> [TASK TO COMPLETE]: With no line omitted, restate the records below exactly as they appear.

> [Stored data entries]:
**********

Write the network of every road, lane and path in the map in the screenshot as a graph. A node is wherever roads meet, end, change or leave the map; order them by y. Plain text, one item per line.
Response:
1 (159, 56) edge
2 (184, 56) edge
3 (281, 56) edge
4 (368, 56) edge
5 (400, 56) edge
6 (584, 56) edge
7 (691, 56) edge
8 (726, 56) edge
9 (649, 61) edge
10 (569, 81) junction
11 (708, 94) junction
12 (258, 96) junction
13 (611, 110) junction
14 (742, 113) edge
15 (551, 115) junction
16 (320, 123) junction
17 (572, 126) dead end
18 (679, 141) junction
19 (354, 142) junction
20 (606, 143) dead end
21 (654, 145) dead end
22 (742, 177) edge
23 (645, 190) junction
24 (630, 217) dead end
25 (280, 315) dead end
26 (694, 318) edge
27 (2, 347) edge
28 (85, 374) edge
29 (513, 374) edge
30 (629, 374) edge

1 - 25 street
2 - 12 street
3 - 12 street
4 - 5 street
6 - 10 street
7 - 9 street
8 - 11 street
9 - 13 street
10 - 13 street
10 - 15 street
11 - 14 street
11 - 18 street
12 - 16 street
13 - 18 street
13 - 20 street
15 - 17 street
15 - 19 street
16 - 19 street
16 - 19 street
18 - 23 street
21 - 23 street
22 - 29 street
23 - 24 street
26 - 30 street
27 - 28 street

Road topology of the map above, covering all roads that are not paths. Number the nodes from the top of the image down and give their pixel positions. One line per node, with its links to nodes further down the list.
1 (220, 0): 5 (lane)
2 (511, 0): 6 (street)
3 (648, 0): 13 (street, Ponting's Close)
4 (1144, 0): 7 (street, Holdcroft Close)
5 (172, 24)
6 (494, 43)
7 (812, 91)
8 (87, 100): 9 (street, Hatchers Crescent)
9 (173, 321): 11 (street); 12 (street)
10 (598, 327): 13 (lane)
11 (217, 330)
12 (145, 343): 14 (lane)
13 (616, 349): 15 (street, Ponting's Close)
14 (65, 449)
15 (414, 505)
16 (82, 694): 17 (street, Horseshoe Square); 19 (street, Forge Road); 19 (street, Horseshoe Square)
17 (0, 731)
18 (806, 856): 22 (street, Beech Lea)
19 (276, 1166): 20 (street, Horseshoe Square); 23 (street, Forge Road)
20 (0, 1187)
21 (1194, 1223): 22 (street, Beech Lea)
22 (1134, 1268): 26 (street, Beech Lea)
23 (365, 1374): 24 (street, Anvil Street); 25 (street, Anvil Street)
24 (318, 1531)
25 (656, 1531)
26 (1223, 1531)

**********

> [RESPONSE AREA]:
Write the network of every road, lane and path in the map in the screenshot as a graph. A node is wherever roads meet, end, change or leave the map; order them by y. Plain text, one item per line.
Response:
1 (159, 56) edge
2 (184, 56) edge
3 (281, 56) edge
4 (368, 56) edge
5 (400, 56) edge
6 (584, 56) edge
7 (691, 56) edge
8 (726, 56) edge
9 (649, 61) edge
10 (569, 81) junction
11 (708, 94) junction
12 (258, 96) junction
13 (611, 110) junction
14 (742, 113) edge
15 (551, 115) junction
16 (320, 123) junction
17 (572, 126) dead end
18 (679, 141) junction
19 (354, 142) junction
20 (606, 143) dead end
21 (654, 145) dead end
22 (742, 177) edge
23 (645, 190) junction
24 (630, 217) dead end
25 (280, 315) dead end
26 (694, 318) edge
27 (2, 347) edge
28 (85, 374) edge
29 (513, 374) edge
30 (629, 374) edge

1 - 25 street
2 - 12 street
3 - 12 street
4 - 5 street
6 - 10 street
7 - 9 street
8 - 11 street
9 - 13 street
10 - 13 street
10 - 15 street
11 - 14 street
11 - 18 street
12 - 16 street
13 - 18 street
13 - 20 street
15 - 17 street
15 - 19 street
16 - 19 street
16 - 19 street
18 - 23 street
21 - 23 street
22 - 29 street
23 - 24 street
26 - 30 street
27 - 28 street

Road topology of the map above, covering all roads that are not paths. Number the nodes from the top of the image down and give their pixel positions. One line per node, with its links to nodes further down the list.
1 (220, 0): 5 (lane)
2 (511, 0): 6 (street)
3 (648, 0): 13 (street, Ponting's Close)
4 (1144, 0): 7 (street, Holdcroft Close)
5 (172, 24)
6 (494, 43)
7 (812, 91)
8 (87, 100): 9 (street, Hatchers Crescent)
9 (173, 321): 11 (street); 12 (street)
10 (598, 327): 13 (lane)
11 (217, 330)
12 (145, 343): 14 (lane)
13 (616, 349): 15 (street, Ponting's Close)
14 (65, 449)
15 (414, 505)
16 (82, 694): 17 (street, Horseshoe Square); 19 (street, Forge Road); 19 (street, Horseshoe Square)
17 (0, 731)
18 (806, 856): 22 (street, Beech Lea)
19 (276, 1166): 20 (street, Horseshoe Square); 23 (street, Forge Road)
20 (0, 1187)
21 (1194, 1223): 22 (street, Beech Lea)
22 (1134, 1268): 26 (street, Beech Lea)
23 (365, 1374): 24 (street, Anvil Street); 25 (street, Anvil Street)
24 (318, 1531)
25 (656, 1531)
26 (1223, 1531)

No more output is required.